Plans to construct the Keskuskatu street through the block to help traffic between the Esplanadi park and the Helsinki Central railway station were started in the 1910s. The businessman Allan Hjelt and the architect Eliel Saarinen started the project through their company Oy Centralgatan Ab in 1916 by buying out the properties on Aleksanterinkatu 52 and Pohjoinen Esplanadikatu 37-41. The company also offered to buy out Domus Litonii, but its owners refused the offer. Saarinen made plans for Keskuskatu and buildings to be constructed on it in 1916 and the city council approved the plans on 6 March 1917.

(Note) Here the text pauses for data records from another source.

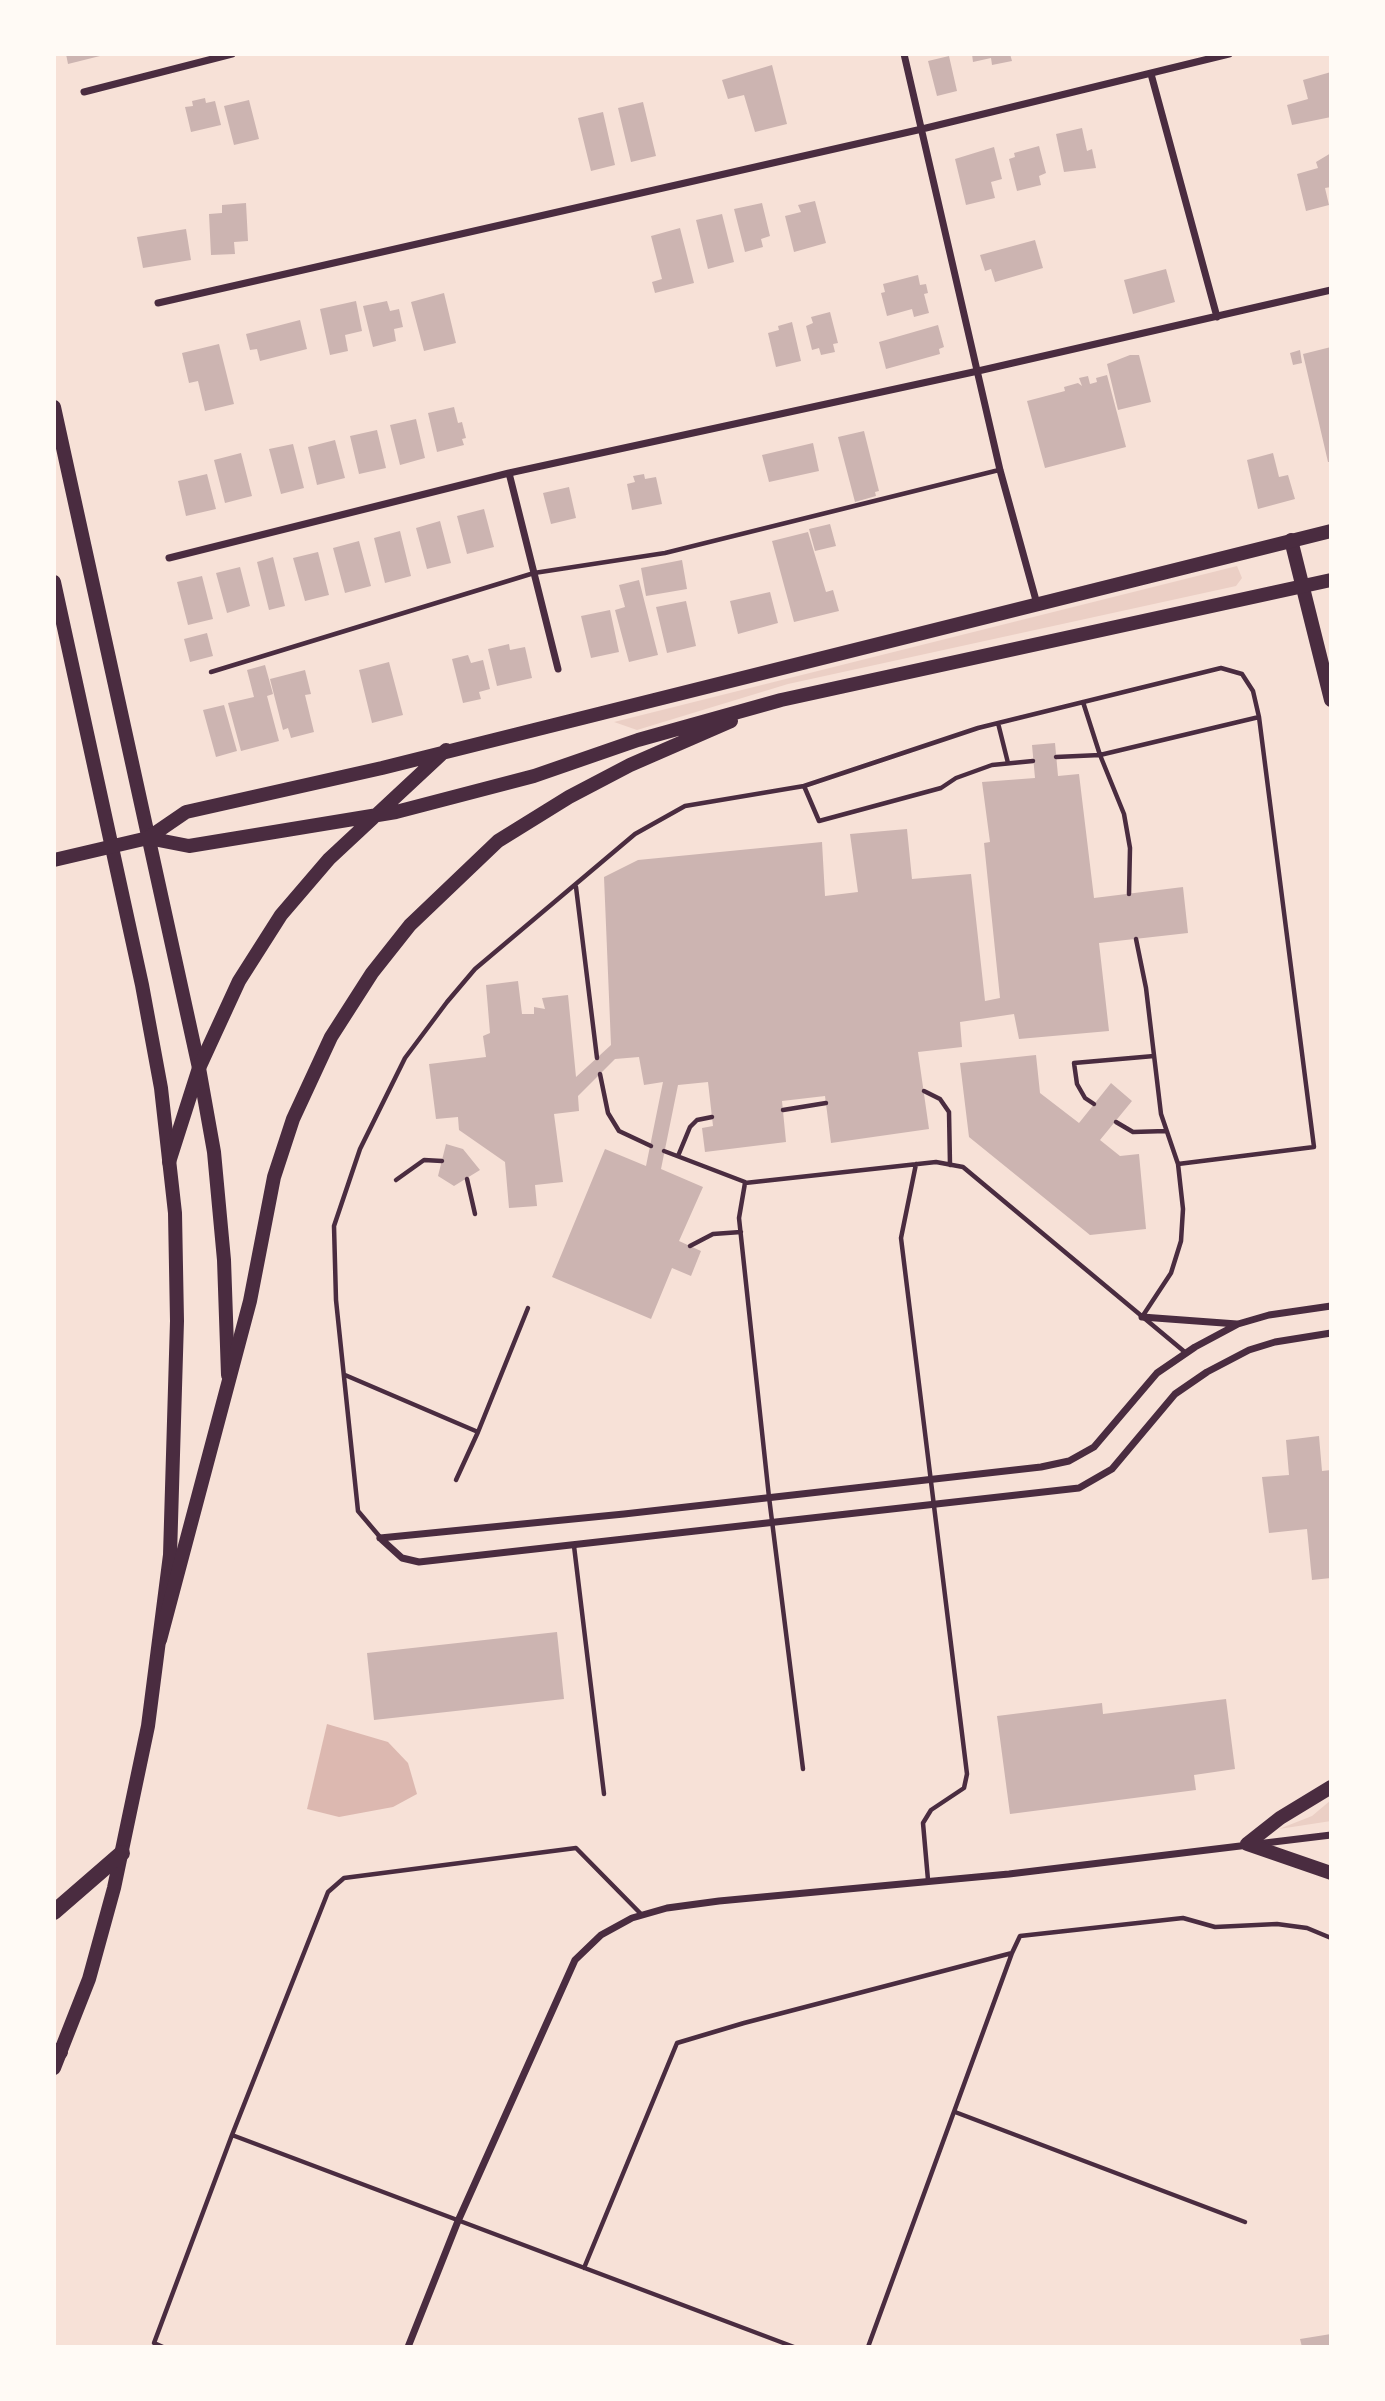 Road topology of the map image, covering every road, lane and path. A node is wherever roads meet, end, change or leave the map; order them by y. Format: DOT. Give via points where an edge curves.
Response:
graph roads {
  1 [pos="232,54"];
  2 [pos="904,54"];
  3 [pos="1229,54"];
  4 [pos="1152,74"];
  5 [pos="84,92"];
  6 [pos="922,129"];
  7 [pos="1331,290"];
  8 [pos="158,303"];
  9 [pos="1217,317"];
  10 [pos="978,371"];
  11 [pos="54,407"];
  12 [pos="1000,470"];
  13 [pos="509,472"];
  14 [pos="1331,531"];
  15 [pos="1291,540"];
  16 [pos="169,558"];
  17 [pos="534,573"];
  18 [pos="1331,580"];
  19 [pos="54,582"];
  20 [pos="1305,585"];
  21 [pos="1038,605"];
  22 [pos="558,669"];
  23 [pos="211,672"];
  24 [pos="1331,699"];
  25 [pos="780,700"];
  26 [pos="1083,702"];
  27 [pos="1259,717"];
  28 [pos="998,723"];
  29 [pos="447,750"];
  30 [pos="1100,755"];
  31 [pos="1056,757"];
  32 [pos="1033,761"];
  33 [pos="1008,763"];
  34 [pos="804,786"];
  35 [pos="378,816"];
  36 [pos="148,838"];
  37 [pos="112,845"];
  38 [pos="54,860"];
  39 [pos="576,887"];
  40 [pos="1129,894"];
  41 [pos="1136,939"];
  42 [pos="1154,1056"];
  43 [pos="597,1058"];
  44 [pos="199,1068"];
  45 [pos="600,1074"];
  46 [pos="924,1091"];
  47 [pos="826,1103"];
  48 [pos="1094,1104"];
  49 [pos="782,1110"];
  50 [pos="712,1117"];
  51 [pos="1116,1122"];
  52 [pos="1166,1131"];
  53 [pos="650,1146"];
  54 [pos="664,1151"];
  55 [pos="678,1156"];
  56 [pos="169,1161"];
  57 [pos="442,1161"];
  58 [pos="916,1164"];
  59 [pos="1178,1164"];
  60 [pos="950,1165"];
  61 [pos="467,1179"];
  62 [pos="396,1180"];
  63 [pos="745,1182"];
  64 [pos="475,1214"];
  65 [pos="741,1232"];
  66 [pos="690,1246"];
  67 [pos="1331,1306"];
  68 [pos="528,1308"];
  69 [pos="1142,1317"];
  70 [pos="1238,1324"];
  71 [pos="1331,1334"];
  72 [pos="1322,1336"];
  73 [pos="1331,1339"];
  74 [pos="1186,1353"];
  75 [pos="344,1375"];
  76 [pos="228,1380"];
  77 [pos="478,1432"];
  78 [pos="929,1479"];
  79 [pos="456,1480"];
  80 [pos="769,1497"];
  81 [pos="933,1506"];
  82 [pos="772,1524"];
  83 [pos="380,1538"];
  84 [pos="574,1546"];
  85 [pos="160,1640"];
  86 [pos="803,1769"];
  87 [pos="1331,1787"];
  88 [pos="604,1794"];
  89 [pos="1331,1835"];
  90 [pos="1247,1844"];
  91 [pos="122,1853"];
  92 [pos="1331,1873"];
  93 [pos="928,1880"];
  94 [pos="54,1912"];
  95 [pos="642,1915"];
  96 [pos="1331,1938"];
  97 [pos="1012,1954"];
  98 [pos="56,2057"];
  99 [pos="955,2112"];
  100 [pos="232,2135"];
  101 [pos="458,2221"];
  102 [pos="1245,2222"];
  103 [pos="584,2268"];
  104 [pos="163,2347"];
  105 [pos="408,2347"];
  106 [pos="794,2347"];
  107 [pos="868,2347"];
  1 -- 5 [label="street"];
  2 -- 6 [label="street"];
  3 -- 4 [label="street"];
  4 -- 6 [label="street"];
  4 -- 9 [label="street"];
  6 -- 8 [label="street"];
  6 -- 10 [label="street"];
  7 -- 9 [label="street"];
  9 -- 10 [label="street"];
  10 -- 12 [label="street"];
  10 -- 13 [label="street"];
  11 -- 36 [label="main road"];
  12 -- 17 [label="lane" via="665,553"];
  12 -- 21 [label="street"];
  13 -- 16 [label="street"];
  13 -- 17 [label="street"];
  14 -- 15 [label="main road"];
  15 -- 20 [label="main road"];
  15 -- 21 [label="main road"];
  17 -- 22 [label="street"];
  17 -- 23 [label="lane"];
  18 -- 20 [label="main road"];
  19 -- 37 [label="main road"];
  20 -- 24 [label="main road"];
  20 -- 25 [label="main road"];
  21 -- 29 [label="main road"];
  25 -- 35 [label="main road" via="638,740 534,776"];
  25 -- 76 [label="main road" via="630,765 498,841 395,944 331,1037 293,1119 274,1177 250,1301"];
  26 -- 27 [label="lane" via="1221,668 1242,674 1253,691"];
  26 -- 28 [label="lane"];
  26 -- 30 [label="lane"];
  27 -- 30 [label="lane"];
  27 -- 59 [label="lane" via="1314,1147"];
  28 -- 33 [label="lane"];
  28 -- 34 [label="lane"];
  29 -- 35 [label="main road"];
  29 -- 36 [label="main road" via="186,812"];
  30 -- 31 [label="lane"];
  30 -- 40 [label="lane" via="1124,814 1130,848"];
  32 -- 33 [label="lane"];
  33 -- 34 [label="lane" via="980,769 941,788 819,821"];
  34 -- 39 [label="lane" via="685,806 635,834"];
  35 -- 36 [label="main road" via="188,846"];
  35 -- 44 [label="main road" via="329,859 281,915 239,981"];
  36 -- 37 [label="main road"];
  36 -- 44 [label="main road"];
  37 -- 38 [label="main road"];
  37 -- 56 [label="main road" via="142,985"];
  39 -- 43 [label="lane"];
  39 -- 75 [label="lane" via="475,969 447,1002 405,1058 360,1149 334,1226"];
  41 -- 42 [label="lane"];
  42 -- 48 [label="lane" via="1074,1063 1077,1084"];
  42 -- 52 [label="lane"];
  44 -- 56 [label="main road"];
  44 -- 76 [label="main road" via="214,1153 224,1260"];
  45 -- 53 [label="lane" via="608,1113 619,1130"];
  46 -- 60 [label="lane" via="940,1099 949,1112"];
  47 -- 49 [label="lane"];
  50 -- 55 [label="lane" via="690,1126"];
  51 -- 52 [label="lane" via="1133,1132"];
  52 -- 59 [label="lane"];
  54 -- 55 [label="lane"];
  55 -- 63 [label="lane"];
  56 -- 85 [label="main road" via="175,1213 175,1470"];
  57 -- 62 [label="lane" via="424,1160"];
  58 -- 60 [label="lane"];
  58 -- 63 [label="lane"];
  58 -- 78 [label="lane" via="901,1238"];
  59 -- 69 [label="lane" via="1181,1241 1171,1273"];
  60 -- 69 [label="lane" via="963,1167"];
  61 -- 64 [label="lane"];
  63 -- 65 [label="lane"];
  65 -- 66 [label="lane" via="713,1234"];
  65 -- 80 [label="lane"];
  67 -- 70 [label="street"];
  68 -- 77 [label="lane"];
  69 -- 70 [label="street"];
  69 -- 74 [label="lane"];
  70 -- 74 [label="street"];
  71 -- 72 [label="street"];
  72 -- 73 [label="street"];
  72 -- 81 [label="street" via="1249,1350 1207,1372 1175,1394 1112,1469 1079,1488"];
  74 -- 78 [label="street" via="1157,1373 1094,1447 1069,1461"];
  75 -- 77 [label="lane"];
  75 -- 83 [label="lane" via="358,1511"];
  76 -- 85 [label="main road"];
  77 -- 79 [label="lane"];
  78 -- 80 [label="street"];
  78 -- 81 [label="lane"];
  80 -- 82 [label="lane"];
  80 -- 83 [label="street"];
  81 -- 82 [label="street"];
  81 -- 93 [label="lane" via="967,1774 964,1788 931,1810 923,1823"];
  82 -- 84 [label="street"];
  82 -- 86 [label="lane"];
  83 -- 84 [label="street" via="402,1558 419,1562"];
  84 -- 88 [label="lane"];
  85 -- 91 [label="main road"];
  87 -- 90 [label="main road"];
  89 -- 90 [label="street"];
  90 -- 92 [label="main road"];
  90 -- 93 [label="street"];
  91 -- 94 [label="highway"];
  91 -- 98 [label="main road" via="89,1979"];
  93 -- 95 [label="street" via="719,1901"];
  95 -- 100 [label="lane" via="576,1849 344,1878 328,1892"];
  95 -- 101 [label="street" via="601,1935 575,1960"];
  96 -- 97 [label="lane" via="1307,1928 1277,1924 1215,1927 1183,1919 1020,1936"];
  97 -- 99 [label="lane"];
  97 -- 103 [label="lane" via="677,2043"];
  99 -- 102 [label="lane"];
  99 -- 107 [label="lane"];
  100 -- 101 [label="lane"];
  100 -- 104 [label="lane" via="154,2343"];
  101 -- 103 [label="lane"];
  101 -- 105 [label="street"];
  103 -- 106 [label="lane"];
}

As the Keskuskatu street was constructed, the Ekberg house next to Domus Litonii was dismantled. This gave 7 metres more space to the Litonius family, so they decided to construct a lower bazaar wing on the lot. The wing was designed by the architect Valter Jung and completed in March 1929. It contained 12 business spaces for shops. The facade on Aleksanterinkatu was modernised in 1936 and its shop windows were enlarged. During the renovation, the main building became almost completely a commercial building.

The attic and third floor of the building were badly damaged during the bombing of Helsinki in 1944, when the building was hit by two incendiary bombs and one mine bomb. In 1955, part of the bazaar wing and the courtyard building were dismantled to make room for the Rautatalo building constructed nearby. In 1957 the nine-story commercial building of the Jusélius foundation was constructed on the other side of the building at Aleksanterinkatu 48, and thus Domus Litonii became the last building in the city centre to remind of the city architecture in the 19th century.

In the 1960s, the owners of Domus Litonii made thorough investigations about the possible reuse of the lot which had grown immensely valuable. The architect Woldemar Baeckman made a design for an eight-story commercial building to be built in place of Domus Litonii, and an investigation about whether to protect the building was made in 1962. The architect Marius Af Schultén decided at the time that the building did not need to be protected, as it did not fit in with the buildings surrounding it. This was in line with the scarcity of building protection in the early 1960s in Helsinki, with the most prominent example being the dismantling of the Norrmén house in 1960.

In 1974 when the Helsinki general plan was made, a list of buildings to be protected in the city centre area was compiled, including the main building of Domus Litonii and its bazaar wing because of their late Empire style architecture. The owners of the building opposed the protection and gave af Schultén's statement of the lack of need of protection from November 1974 as the reason. However, the list was not changed, and Domus Litonii became a protected building when the general plan was approved in January 1976.

==In literature==
Domus Litonii is the setting for the film script Lepäisit jo rauhassa, komisario Palmu ("You should rest in peace already, Inspector Palmu") written by Mika Waltari in 1963 which was ultimately left unfilmed. The main theme of the script written as a play is the protection of the old building: The magister Lautander is about to celebrate the 140-year history of his old home building by creating a foundation to ensure the safety of the building. However, he ends up murdered, and Inspector Palmu, already on retirement, is called to investigate the matter.